On Tuesday, U.S. District Judge Lydia Griggsby ruled in favor of the Humane Society of the United States, among other plaintiffs, in a lawsuit arguing that all chimps housed at the Alamogordo Primate Facility should be retired and moved to a 200-acre sanctuary in Louisiana known as “Chimp Haven.”
The lawsuit, which was filed in Maryland, challenged a 2019 decision by the National Institutes of Health not to transfer to the haven almost 45 of its surplus chimps – apes owned by the federal government that are no longer being used for things like research – on the grounds that the decision violated the Chimpanzee Health Improvement, Maintenance and Protection (CHIMP) Act.
The NIH made that decision despite promising in 2015 to stop research on chimps, an announcement that was made shortly after chimps were designated as an endangered species by the U.S. Fish and Wildlife Service.
“The CHIMP Act means exactly what it says – these chimps can’t be denied the sanctuary retirement that they deserve,” Humane Society staff attorney Margie Robinson told the Journal. “It’s a win that the district court agreed with us … and we’re looking forward to the next steps for these chimps.”
“NIH should immediately initiate plans for transferring chimps,” she added.
It’s not clear when the chimps will be transferred, but that will likely come after Jan. 13, when both parties will need to come up with more information about how to resolve the issue, with Griggsby noting in her ruling that it wasn’t clear from the plaintiffs’ requests how that should be done.

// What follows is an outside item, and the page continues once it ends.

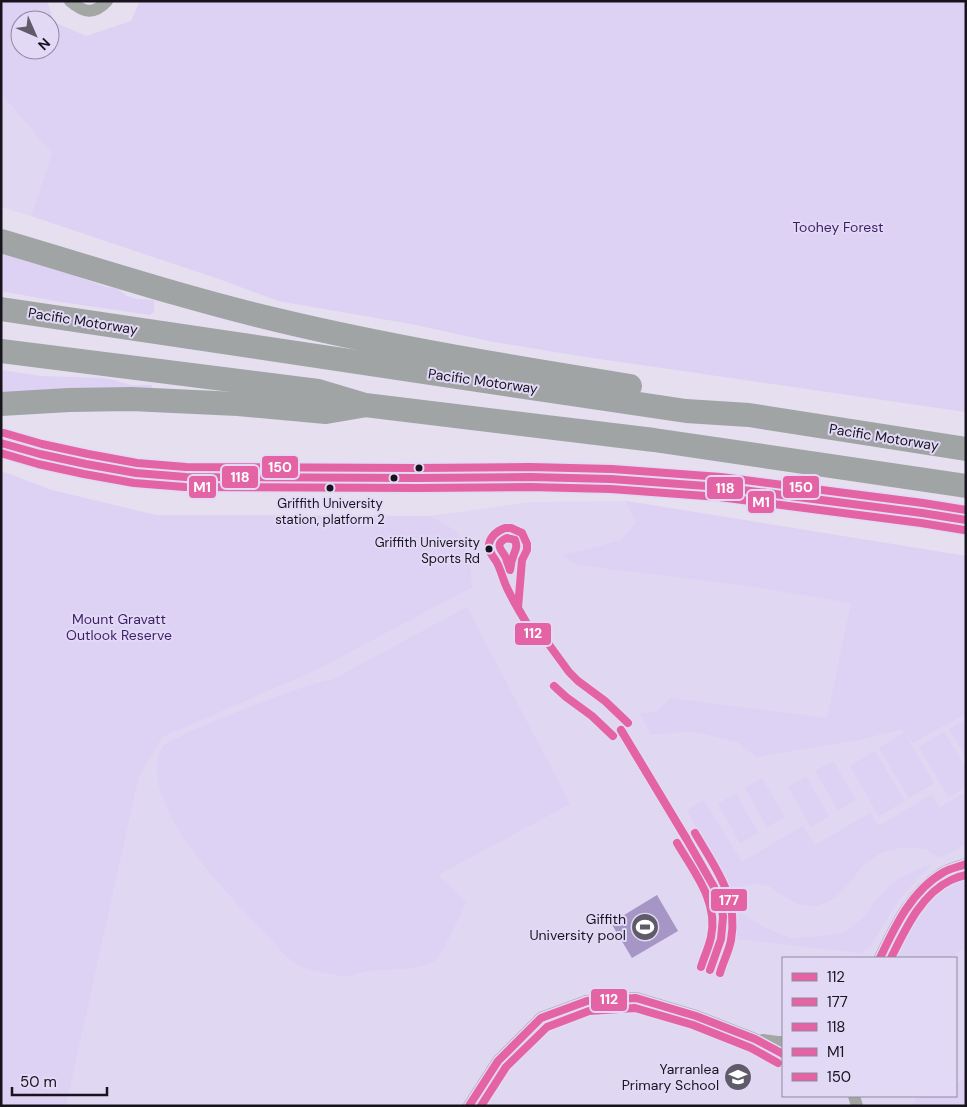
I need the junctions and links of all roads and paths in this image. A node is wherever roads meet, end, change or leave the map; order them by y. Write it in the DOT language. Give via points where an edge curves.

The NIH did not return a call from the Journal made late Thursday afternoon.
The humane society was joined in the lawsuit by the Humane Society Legislative Fund, Animal Protection New Mexico and three individuals who previously cared for the chimps at the primate facility.
They argued that the decision to exclude some chimps from being transferred to Chimp Haven violated the federal CHIMP Act passed in 2000. Griggsby ultimately agreed, finding that the act clearly required all apes to be given sanctuary.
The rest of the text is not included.